### Records supplied

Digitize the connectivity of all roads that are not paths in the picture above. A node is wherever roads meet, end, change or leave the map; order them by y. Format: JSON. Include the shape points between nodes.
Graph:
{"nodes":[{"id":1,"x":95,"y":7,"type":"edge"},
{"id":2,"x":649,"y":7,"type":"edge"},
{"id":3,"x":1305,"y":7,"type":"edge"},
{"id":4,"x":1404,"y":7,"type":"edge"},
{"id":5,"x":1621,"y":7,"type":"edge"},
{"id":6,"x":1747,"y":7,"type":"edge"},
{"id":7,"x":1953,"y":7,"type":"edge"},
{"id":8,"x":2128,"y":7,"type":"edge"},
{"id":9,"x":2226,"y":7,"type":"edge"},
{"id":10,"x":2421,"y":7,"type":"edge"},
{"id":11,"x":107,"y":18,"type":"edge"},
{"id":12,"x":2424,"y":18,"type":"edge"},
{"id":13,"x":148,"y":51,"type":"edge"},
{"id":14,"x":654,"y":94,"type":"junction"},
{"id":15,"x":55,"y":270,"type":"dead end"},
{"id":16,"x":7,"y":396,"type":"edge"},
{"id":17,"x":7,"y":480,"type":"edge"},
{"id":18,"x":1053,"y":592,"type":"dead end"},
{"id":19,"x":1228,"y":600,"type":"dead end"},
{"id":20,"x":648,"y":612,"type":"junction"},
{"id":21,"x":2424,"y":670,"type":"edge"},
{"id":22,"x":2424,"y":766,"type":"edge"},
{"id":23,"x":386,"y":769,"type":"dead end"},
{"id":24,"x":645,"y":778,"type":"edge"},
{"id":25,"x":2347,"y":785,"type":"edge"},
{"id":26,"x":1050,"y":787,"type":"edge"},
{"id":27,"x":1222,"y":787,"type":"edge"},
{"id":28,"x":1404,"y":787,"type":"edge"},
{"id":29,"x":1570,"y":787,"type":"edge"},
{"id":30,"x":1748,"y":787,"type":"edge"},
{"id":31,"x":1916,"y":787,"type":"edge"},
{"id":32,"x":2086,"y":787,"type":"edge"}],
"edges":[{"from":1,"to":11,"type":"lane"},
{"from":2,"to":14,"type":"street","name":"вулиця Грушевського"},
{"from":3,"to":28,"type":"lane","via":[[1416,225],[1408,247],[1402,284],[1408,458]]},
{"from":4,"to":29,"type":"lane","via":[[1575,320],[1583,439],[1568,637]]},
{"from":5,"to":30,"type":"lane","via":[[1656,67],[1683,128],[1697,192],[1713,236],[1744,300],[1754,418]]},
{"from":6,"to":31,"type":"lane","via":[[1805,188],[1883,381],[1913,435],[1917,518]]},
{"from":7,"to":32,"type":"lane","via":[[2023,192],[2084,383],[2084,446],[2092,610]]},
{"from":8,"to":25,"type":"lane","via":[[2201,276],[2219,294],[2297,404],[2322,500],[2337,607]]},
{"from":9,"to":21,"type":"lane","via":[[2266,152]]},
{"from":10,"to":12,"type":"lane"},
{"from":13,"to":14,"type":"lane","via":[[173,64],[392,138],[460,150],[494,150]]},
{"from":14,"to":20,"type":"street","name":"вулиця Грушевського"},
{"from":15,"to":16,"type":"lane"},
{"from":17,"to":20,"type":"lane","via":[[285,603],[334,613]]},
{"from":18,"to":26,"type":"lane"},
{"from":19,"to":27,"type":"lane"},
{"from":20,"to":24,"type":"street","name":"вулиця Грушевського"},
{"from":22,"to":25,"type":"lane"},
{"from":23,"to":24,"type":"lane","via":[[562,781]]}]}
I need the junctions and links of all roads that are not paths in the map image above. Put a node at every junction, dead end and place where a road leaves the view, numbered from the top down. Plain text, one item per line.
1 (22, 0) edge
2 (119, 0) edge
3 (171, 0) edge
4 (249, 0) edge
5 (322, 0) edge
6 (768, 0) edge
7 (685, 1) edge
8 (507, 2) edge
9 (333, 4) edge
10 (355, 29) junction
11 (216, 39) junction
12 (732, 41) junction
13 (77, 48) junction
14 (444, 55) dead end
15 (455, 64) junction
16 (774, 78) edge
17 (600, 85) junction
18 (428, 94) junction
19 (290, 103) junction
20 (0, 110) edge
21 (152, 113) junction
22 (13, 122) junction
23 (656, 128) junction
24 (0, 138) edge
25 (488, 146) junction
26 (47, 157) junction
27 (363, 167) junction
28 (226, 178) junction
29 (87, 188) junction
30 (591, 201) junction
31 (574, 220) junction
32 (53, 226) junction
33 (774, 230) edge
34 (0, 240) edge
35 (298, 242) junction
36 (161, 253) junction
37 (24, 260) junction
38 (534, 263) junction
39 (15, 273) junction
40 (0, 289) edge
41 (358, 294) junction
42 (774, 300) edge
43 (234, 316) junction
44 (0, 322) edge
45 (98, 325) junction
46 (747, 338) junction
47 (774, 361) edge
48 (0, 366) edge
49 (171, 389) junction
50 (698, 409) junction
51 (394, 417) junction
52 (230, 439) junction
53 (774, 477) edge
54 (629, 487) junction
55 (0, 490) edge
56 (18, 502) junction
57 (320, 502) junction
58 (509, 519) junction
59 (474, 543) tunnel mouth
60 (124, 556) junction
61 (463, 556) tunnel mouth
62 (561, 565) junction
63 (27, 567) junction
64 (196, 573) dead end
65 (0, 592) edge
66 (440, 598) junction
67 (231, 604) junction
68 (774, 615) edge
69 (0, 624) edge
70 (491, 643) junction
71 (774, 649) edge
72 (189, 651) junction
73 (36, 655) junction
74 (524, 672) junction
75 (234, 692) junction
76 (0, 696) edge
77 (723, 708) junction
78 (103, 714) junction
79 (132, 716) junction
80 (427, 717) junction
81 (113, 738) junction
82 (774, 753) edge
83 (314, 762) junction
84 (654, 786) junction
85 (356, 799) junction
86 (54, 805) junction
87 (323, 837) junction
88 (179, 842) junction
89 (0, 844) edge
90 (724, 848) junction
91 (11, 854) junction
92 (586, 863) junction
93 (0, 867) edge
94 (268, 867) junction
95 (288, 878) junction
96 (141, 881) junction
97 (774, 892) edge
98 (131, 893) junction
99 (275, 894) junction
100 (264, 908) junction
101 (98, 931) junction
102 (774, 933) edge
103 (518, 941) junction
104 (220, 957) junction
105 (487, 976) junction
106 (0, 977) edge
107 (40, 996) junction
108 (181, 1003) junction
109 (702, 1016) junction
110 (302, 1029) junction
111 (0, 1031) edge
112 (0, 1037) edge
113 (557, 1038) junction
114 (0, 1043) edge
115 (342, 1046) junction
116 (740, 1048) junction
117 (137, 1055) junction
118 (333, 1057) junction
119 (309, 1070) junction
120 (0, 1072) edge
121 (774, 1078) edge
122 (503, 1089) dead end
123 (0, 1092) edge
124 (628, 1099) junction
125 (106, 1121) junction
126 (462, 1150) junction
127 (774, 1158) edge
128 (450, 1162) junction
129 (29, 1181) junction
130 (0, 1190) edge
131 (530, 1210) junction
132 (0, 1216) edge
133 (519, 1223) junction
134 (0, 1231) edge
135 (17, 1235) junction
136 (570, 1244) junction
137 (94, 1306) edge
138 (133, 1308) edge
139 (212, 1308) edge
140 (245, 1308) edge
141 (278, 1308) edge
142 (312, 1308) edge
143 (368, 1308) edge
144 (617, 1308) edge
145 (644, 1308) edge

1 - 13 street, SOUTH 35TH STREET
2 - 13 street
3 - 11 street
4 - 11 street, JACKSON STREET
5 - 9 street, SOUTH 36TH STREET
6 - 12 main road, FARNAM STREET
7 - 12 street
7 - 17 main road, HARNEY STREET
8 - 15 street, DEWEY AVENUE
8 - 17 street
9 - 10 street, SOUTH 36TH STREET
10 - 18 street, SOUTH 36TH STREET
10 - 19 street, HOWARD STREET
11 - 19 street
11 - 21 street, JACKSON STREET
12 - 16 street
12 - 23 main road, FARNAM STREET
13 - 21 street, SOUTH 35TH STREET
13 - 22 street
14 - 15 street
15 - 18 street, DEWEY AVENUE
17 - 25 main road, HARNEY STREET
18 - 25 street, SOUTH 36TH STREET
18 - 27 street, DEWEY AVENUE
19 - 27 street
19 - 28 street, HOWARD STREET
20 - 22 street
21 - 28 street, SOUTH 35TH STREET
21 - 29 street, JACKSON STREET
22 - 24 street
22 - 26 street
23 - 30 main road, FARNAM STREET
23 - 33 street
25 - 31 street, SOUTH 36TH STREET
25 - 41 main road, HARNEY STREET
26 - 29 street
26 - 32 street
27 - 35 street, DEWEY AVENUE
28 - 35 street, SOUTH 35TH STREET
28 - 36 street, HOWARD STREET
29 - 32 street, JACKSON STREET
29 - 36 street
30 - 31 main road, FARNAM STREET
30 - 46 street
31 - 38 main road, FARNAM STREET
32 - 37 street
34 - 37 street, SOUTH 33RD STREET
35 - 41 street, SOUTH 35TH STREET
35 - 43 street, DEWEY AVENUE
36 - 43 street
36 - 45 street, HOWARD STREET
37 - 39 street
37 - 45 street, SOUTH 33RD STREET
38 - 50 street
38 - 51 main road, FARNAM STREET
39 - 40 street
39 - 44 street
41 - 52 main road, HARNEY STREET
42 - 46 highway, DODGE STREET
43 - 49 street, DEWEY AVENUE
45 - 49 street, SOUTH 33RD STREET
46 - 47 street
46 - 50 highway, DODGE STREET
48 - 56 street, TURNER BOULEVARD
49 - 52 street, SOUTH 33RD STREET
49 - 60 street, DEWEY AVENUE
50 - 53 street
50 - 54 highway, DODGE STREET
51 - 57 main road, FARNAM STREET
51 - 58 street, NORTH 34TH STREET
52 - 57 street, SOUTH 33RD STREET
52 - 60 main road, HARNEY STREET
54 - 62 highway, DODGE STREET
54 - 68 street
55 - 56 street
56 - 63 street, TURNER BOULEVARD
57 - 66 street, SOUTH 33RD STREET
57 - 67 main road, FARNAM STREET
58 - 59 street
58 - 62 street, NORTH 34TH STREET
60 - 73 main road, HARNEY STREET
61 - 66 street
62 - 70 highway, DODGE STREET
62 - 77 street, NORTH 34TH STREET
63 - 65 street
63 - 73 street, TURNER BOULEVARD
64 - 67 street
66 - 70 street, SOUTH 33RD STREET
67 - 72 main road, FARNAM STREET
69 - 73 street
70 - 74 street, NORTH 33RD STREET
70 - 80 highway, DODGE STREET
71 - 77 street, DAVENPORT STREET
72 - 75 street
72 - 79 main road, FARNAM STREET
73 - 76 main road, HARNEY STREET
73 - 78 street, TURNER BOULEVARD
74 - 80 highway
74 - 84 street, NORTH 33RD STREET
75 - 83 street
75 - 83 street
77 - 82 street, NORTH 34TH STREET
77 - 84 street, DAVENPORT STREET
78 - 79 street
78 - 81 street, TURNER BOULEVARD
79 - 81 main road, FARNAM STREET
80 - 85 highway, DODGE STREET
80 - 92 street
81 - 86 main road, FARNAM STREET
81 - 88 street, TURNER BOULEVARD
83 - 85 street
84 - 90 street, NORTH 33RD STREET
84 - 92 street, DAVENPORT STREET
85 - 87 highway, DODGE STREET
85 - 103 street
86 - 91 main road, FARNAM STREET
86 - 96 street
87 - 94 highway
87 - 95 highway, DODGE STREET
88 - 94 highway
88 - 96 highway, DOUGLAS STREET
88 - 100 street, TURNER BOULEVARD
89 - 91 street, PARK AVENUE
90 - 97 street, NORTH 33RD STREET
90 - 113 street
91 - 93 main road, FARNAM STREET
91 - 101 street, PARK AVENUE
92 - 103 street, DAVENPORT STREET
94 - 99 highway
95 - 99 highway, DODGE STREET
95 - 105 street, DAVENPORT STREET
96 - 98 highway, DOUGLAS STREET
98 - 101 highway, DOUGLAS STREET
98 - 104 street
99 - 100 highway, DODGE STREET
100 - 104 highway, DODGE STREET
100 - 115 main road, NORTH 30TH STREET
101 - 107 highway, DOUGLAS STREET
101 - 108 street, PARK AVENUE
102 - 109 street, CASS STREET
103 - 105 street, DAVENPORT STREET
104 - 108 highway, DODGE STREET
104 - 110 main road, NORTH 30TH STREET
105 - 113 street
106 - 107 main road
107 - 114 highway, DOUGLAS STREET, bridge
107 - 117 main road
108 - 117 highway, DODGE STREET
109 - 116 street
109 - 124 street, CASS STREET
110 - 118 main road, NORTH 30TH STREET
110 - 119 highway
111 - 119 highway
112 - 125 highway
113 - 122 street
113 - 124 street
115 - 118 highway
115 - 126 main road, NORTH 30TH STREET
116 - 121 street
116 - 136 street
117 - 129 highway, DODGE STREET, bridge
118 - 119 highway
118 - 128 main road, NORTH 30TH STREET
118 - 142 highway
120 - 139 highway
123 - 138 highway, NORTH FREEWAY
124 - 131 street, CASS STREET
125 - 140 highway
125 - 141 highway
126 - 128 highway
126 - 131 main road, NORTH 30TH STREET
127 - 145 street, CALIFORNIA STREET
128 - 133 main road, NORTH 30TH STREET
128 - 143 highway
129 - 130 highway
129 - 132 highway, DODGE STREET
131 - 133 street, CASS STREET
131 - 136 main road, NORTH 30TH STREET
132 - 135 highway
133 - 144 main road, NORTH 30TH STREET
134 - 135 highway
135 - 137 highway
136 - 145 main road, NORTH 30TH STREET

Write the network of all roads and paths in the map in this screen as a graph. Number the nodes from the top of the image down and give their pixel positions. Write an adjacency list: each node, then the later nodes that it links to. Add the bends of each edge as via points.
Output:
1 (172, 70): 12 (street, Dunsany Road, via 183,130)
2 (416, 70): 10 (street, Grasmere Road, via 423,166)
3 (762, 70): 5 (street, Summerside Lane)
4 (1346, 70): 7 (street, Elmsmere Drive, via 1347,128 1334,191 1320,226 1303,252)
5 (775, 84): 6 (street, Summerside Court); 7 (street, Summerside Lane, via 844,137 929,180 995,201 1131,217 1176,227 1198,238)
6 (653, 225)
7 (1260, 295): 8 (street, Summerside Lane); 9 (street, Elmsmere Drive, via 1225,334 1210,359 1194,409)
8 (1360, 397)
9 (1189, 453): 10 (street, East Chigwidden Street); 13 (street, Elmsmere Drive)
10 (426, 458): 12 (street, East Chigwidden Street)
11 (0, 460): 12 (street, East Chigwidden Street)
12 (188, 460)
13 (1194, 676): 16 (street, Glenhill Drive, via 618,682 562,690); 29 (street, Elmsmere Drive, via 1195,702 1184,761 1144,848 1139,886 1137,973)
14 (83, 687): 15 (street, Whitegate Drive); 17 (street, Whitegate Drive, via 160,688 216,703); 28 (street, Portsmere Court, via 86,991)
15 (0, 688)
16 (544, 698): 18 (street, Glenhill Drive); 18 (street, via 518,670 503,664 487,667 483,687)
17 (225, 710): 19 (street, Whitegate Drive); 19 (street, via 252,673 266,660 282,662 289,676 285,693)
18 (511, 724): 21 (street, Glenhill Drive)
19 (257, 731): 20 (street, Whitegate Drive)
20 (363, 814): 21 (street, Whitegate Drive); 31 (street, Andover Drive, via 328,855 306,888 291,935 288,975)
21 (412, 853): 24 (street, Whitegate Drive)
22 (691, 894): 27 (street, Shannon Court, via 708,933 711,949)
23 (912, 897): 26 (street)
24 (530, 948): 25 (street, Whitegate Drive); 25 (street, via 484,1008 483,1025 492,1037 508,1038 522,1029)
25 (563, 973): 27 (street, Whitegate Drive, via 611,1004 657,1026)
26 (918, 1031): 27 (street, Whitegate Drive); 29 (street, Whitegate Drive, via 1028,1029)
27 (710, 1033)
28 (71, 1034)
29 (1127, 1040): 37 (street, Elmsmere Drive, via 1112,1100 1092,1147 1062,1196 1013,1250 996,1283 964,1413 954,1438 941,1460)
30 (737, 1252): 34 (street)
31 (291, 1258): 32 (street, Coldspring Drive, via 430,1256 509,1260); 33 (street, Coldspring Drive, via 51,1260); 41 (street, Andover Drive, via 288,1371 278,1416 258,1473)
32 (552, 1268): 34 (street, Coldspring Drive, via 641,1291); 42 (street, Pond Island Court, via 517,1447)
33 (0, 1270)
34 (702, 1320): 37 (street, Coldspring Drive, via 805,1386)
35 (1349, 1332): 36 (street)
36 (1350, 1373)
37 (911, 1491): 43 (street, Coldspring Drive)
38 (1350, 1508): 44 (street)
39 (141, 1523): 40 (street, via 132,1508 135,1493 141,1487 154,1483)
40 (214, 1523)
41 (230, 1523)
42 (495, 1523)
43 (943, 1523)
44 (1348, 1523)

######

■ **Exercise aim**: Show all lines from the records above where the word "DAVENPORT" occurs.

■ **Answer**:
71 - 77 street, DAVENPORT STREET
77 - 84 street, DAVENPORT STREET
84 - 92 street, DAVENPORT STREET
92 - 103 street, DAVENPORT STREET
95 - 105 street, DAVENPORT STREET
103 - 105 street, DAVENPORT STREET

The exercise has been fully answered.